State Treasurer Denise L. Nappier announced Tuesday she will not support Gov. Dannel P. Malloy’s proposal to borrow $10 million to finance a new analysis of electronic tolling.
Nappier said she expects to abstain when the matter comes before the State Bond Commission at its meeting Wednesday morning in the Legislative Office Building.
Comptroller Kevin P. Lembo, a Democrat announced last week he would oppose the Democratic governor’s initiative.
But Malloy nonetheless appears to have the six votes necessary to approve the $10 million in financing.
“My biggest concern with this proposed study is that it is too narrowly focused,” Nappier wrote in a statement. “The state ought to consider a more comprehensive menu of alternative financing sources, including public/private partnerships and other ways we can attract institutional investors, such as pension funds, both domestic and international.”

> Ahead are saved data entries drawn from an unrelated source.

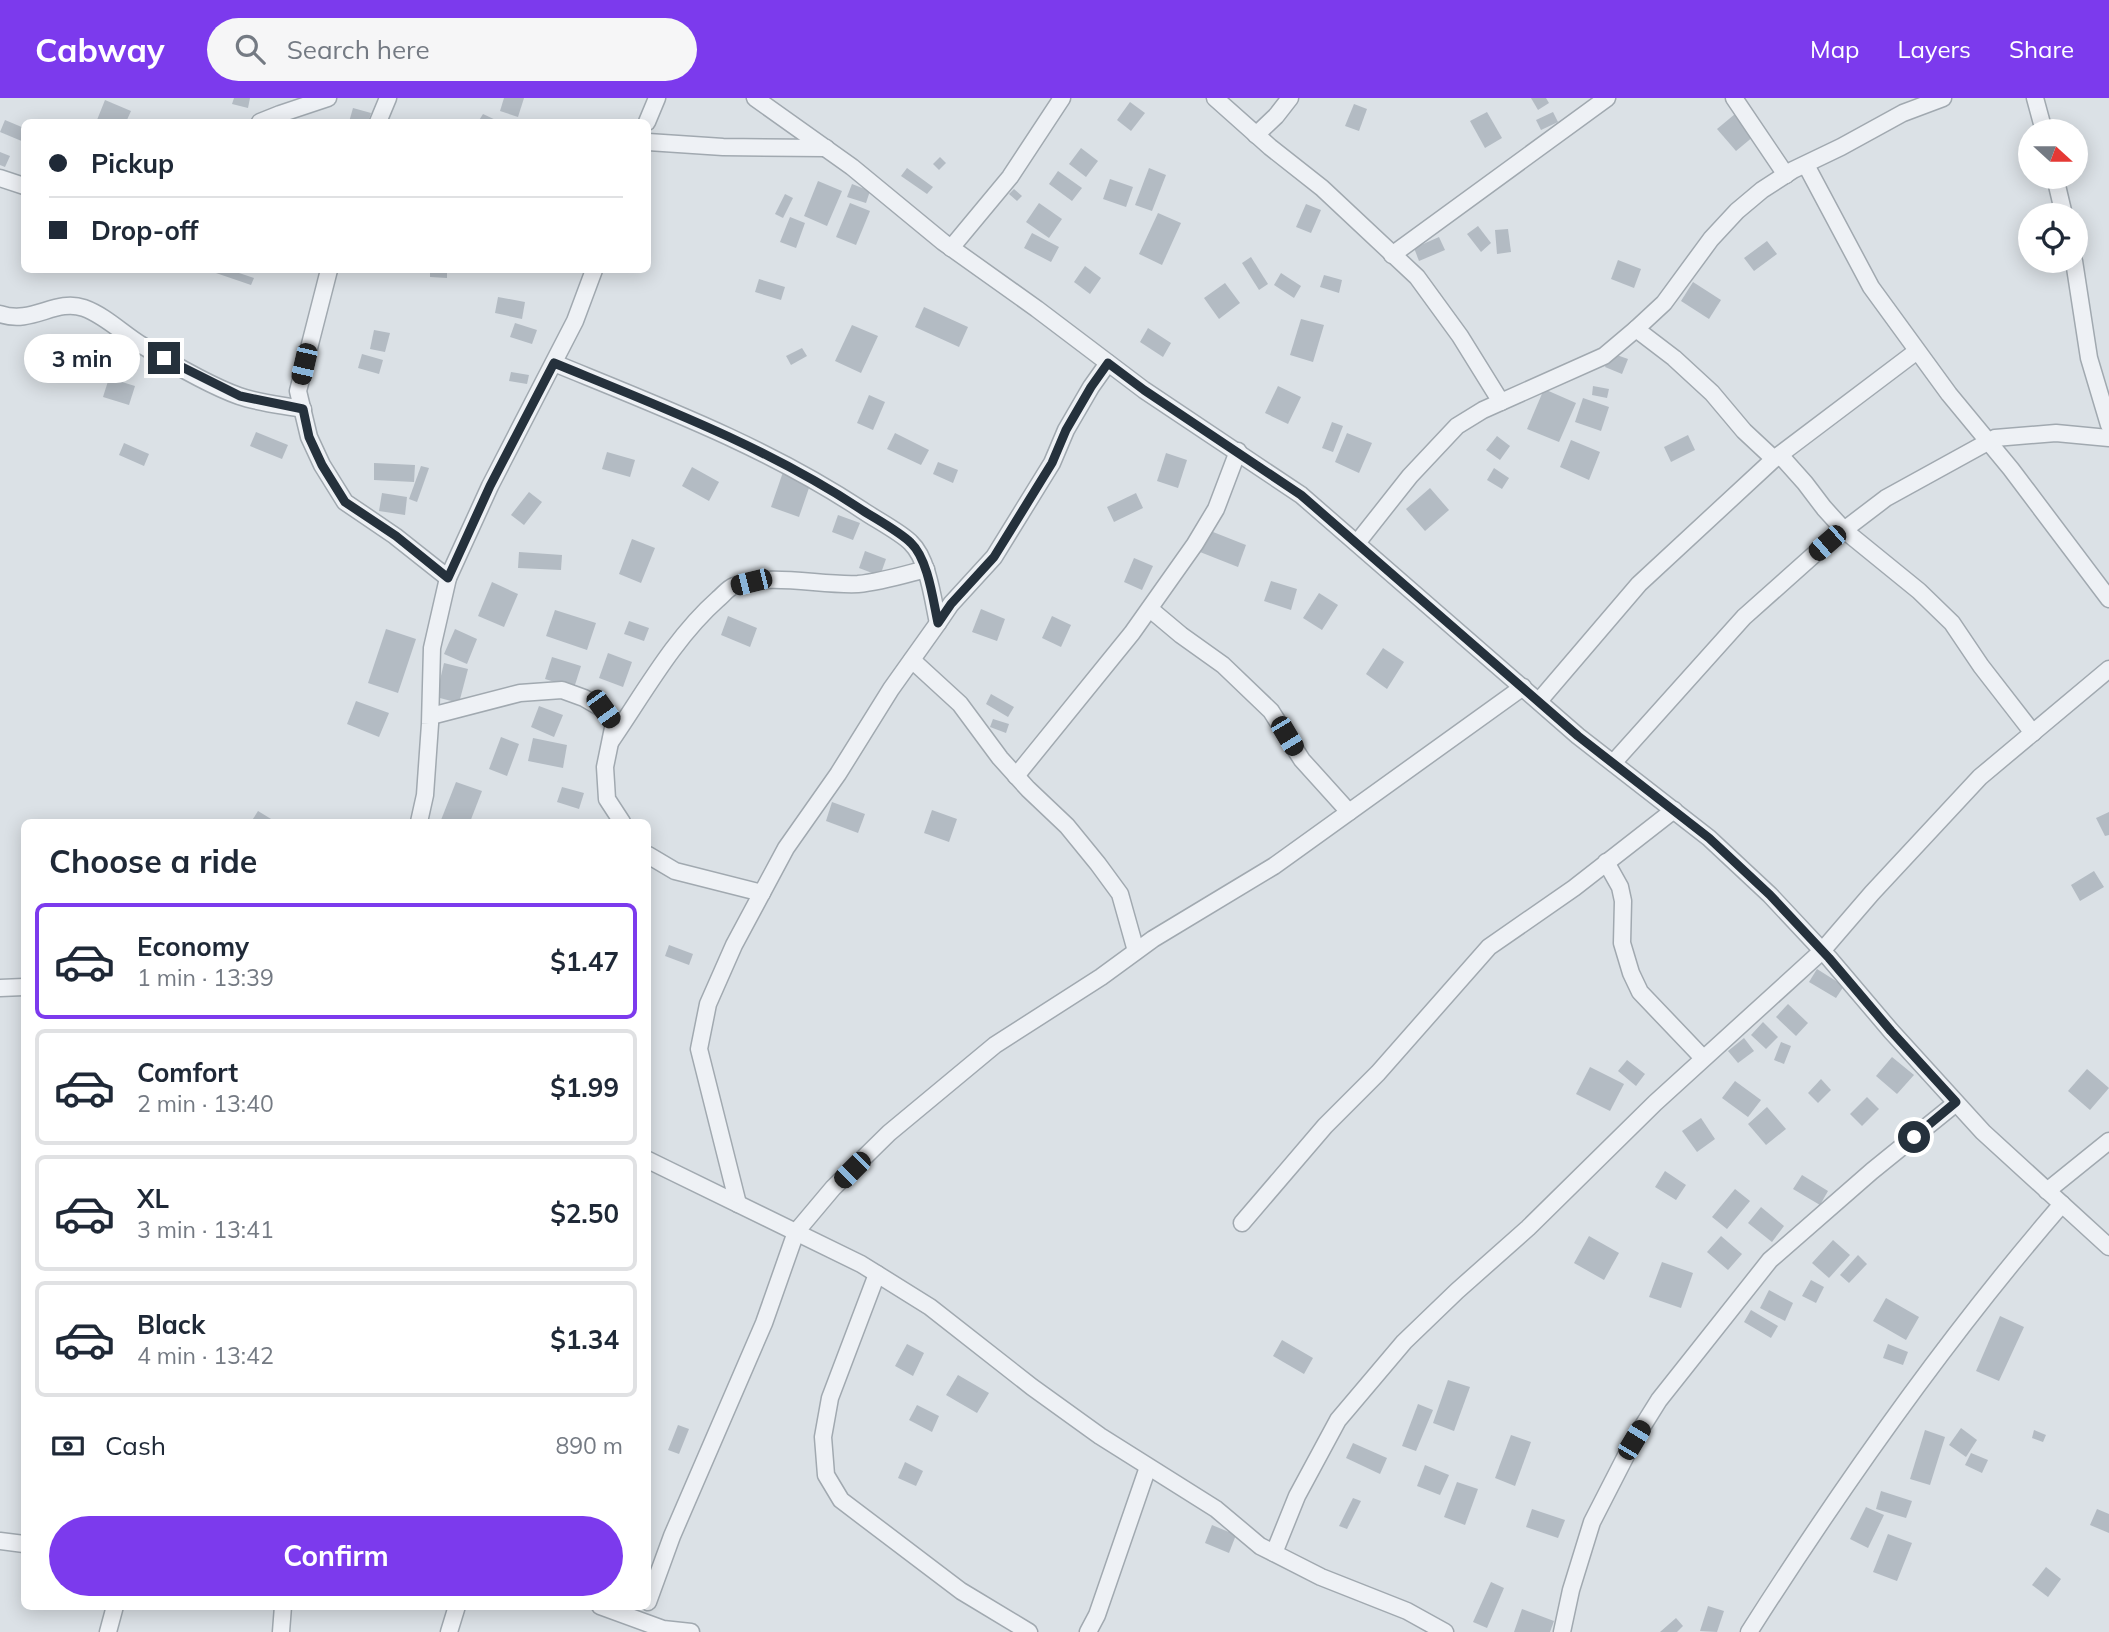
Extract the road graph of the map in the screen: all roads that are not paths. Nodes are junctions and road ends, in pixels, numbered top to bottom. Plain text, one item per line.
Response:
1 (328, 98) edge
2 (388, 98) edge
3 (657, 98) edge
4 (755, 98) edge
5 (1062, 98) edge
6 (1215, 98) edge
7 (1290, 98) edge
8 (1607, 98) edge
9 (1734, 98) edge
10 (1943, 98) edge
11 (2035, 98) edge
12 (268, 119) edge
13 (379, 119) edge
14 (648, 119) edge
15 (2041, 119) edge
16 (1256, 135) junction
17 (651, 142) edge
18 (825, 148) junction
19 (1806, 164) junction
20 (1786, 175) junction
21 (0, 178) edge
22 (21, 185) edge
23 (951, 248) junction
24 (1392, 255) junction
25 (327, 273) edge
26 (593, 273) edge
27 (2076, 273) edge
28 (0, 314) edge
29 (1636, 329) junction
30 (1917, 351) junction
31 (554, 363) junction
32 (1108, 363) junction
33 (1501, 402) junction
34 (303, 409) junction
35 (2109, 425) edge
36 (2109, 438) edge
37 (1989, 441) junction
38 (1238, 452) junction
39 (1777, 457) junction
40 (1844, 530) junction
41 (1357, 543) junction
42 (926, 569) junction
43 (448, 578) junction
44 (2109, 599) edge
45 (1150, 609) junction
46 (938, 623) junction
47 (912, 660) junction
48 (2109, 669) edge
49 (1523, 687) junction
50 (1539, 701) junction
51 (430, 716) junction
52 (2033, 733) junction
53 (611, 741) junction
54 (1614, 763) junction
55 (1016, 776) junction
56 (1674, 810) junction
57 (1349, 812) junction
58 (420, 819) edge
59 (620, 819) edge
60 (651, 857) edge
61 (1606, 862) junction
62 (762, 893) junction
63 (1136, 951) junction
64 (1822, 951) junction
65 (21, 987) edge
66 (0, 988) edge
67 (1703, 1058) junction
68 (1956, 1102) junction
69 (2109, 1141) edge
70 (651, 1161) edge
71 (2047, 1191) junction
72 (738, 1204) junction
73 (2062, 1204) junction
74 (1242, 1223) dead end
75 (796, 1232) junction
76 (2109, 1247) edge
77 (877, 1274) junction
78 (1148, 1467) junction
79 (0, 1541) edge
80 (21, 1544) edge
81 (1274, 1553) junction
82 (651, 1594) edge
83 (114, 1610) edge
84 (283, 1610) edge
85 (456, 1610) edge
86 (645, 1610) edge
87 (108, 1632) edge
88 (281, 1632) edge
89 (449, 1632) edge
90 (691, 1632) edge
91 (1029, 1632) edge
92 (1088, 1632) edge
93 (1445, 1632) edge
94 (1562, 1632) edge
95 (1749, 1632) edge

1 - 12 street
2 - 13 street
3 - 14 street
4 - 18 street
5 - 23 street
6 - 16 street
7 - 16 street
8 - 24 street
9 - 20 street
10 - 19 street
11 - 15 street
16 - 24 street
17 - 18 street
18 - 23 street
19 - 20 street
19 - 30 street
20 - 29 street
21 - 22 street
23 - 32 street
24 - 33 street
25 - 34 street
26 - 31 street
27 - 35 street
28 - 34 street
29 - 33 street
29 - 39 street
30 - 37 street
30 - 39 street
31 - 42 street
31 - 43 street
32 - 38 street
32 - 46 street
33 - 41 street
34 - 43 street
36 - 37 street
37 - 40 street
37 - 44 street
38 - 41 street
38 - 45 street
39 - 40 street
39 - 50 street
40 - 52 street
40 - 54 street
41 - 49 street
42 - 46 street
42 - 53 street
43 - 51 street
45 - 55 street
45 - 57 street
46 - 47 street
47 - 55 street
47 - 62 street
48 - 52 street
49 - 50 street
49 - 57 street
50 - 54 street
51 - 53 street
51 - 58 street
52 - 64 street
53 - 59 street
54 - 56 street
55 - 63 street
56 - 61 street
56 - 64 street
57 - 63 street
60 - 62 street
61 - 67 street
61 - 74 street
62 - 72 street
63 - 75 street
64 - 67 street
64 - 68 street
65 - 66 street
67 - 81 street
68 - 71 street
68 - 94 street
69 - 71 street
70 - 72 street
71 - 73 street
72 - 75 street
73 - 76 street
73 - 95 street
75 - 77 street
75 - 82 street
77 - 78 street
77 - 91 street
78 - 81 street
78 - 92 street
79 - 80 street
81 - 93 street
83 - 87 street
84 - 88 street
85 - 89 street
86 - 90 street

Nappier also questioned “the nature and timing of the toll study deliverables that would justify the state’s $10 million expenditure as reasonable.”
The state ordering a study on tolls in 2009. And Department of Transportation officials have estimated tolls could not be fully implemented on Connecticut highways before 2022.
So why should a toll study be launched now, given that the legislature opted not to act during the 2018 session — which adjourned on May 9 — on a bill to order a new analysis?
Lembo asked a similar question last week when he announced he would vote against the governor’s request.
“The Bond Commission should not act as a replacement for legislative action,” Lembo said on July 18. “While the subject of electronic tolling — and infrastructure funding as a whole — is important to debate and discuss, I do not support financing this study through bonding without legislative directive.”
Neither Malloy nor Nappier are seeking re-election. Lembo is running for a third term.
The governor has pressed lawmakers throughout his second term to commit to a two-to-three-decade-long rebuild of the state’s aging, overcrowded transportation infrastructure — something the governor says cannot be accomplished without a major new funding source.
Malloy spokesman Chris McClure said Tuesday that, “This study will give the legislature the necessary information they need to address the state’s future transportation funding. Connecticut faces significant costs associated with maintaining our existing infrastructure, let alone building a more dynamic system that will decrease traffic, increase safety, and help employers to grow more jobs.”
Nappier said she would supporting financing “for a broader study of funding sources, including but not limited to tolls. Then, the next Governor and legislature could continue this important policy discussion armed with information that they will need to chart the appropriate course forward.”
Republican legislators have been unanimous in their opposition to tolls. The two-highest ranking Republicans on the legislature’s Finance, Revenue and Bonding Committee, Sen. L. Scott Frantz of Greenwich and Rep. Chris Davis of Ellington, both also serve on the bond commission and both have been outspoken in their opposition to tolls.
Still, Malloy appears to have the votes to approve financing for a new study.
The governor effectively controls three votes on the bond commission. He has one seat himself, while two others belong to his budget director, Ben Barnes, and his commissioner of administrative services, Melody Currey.
The top two Democrats on the finance committee, Sen. John Fonfara of Hartford and Rep. Jason Rojas of East Hartford, also serve on the commission. Both supported an analysis of tolls when a bill to order one appeared before the Finance, Revenue and Bonding Committee, and both have said they would support the $10 million bond allocation on Wednesday.
The last three seats on the commission belong to the comptroller, the treasurer and the attorney general. A spokeswoman for Attorney General George Jepsen said last week that Jepsen would vote to approve the financing.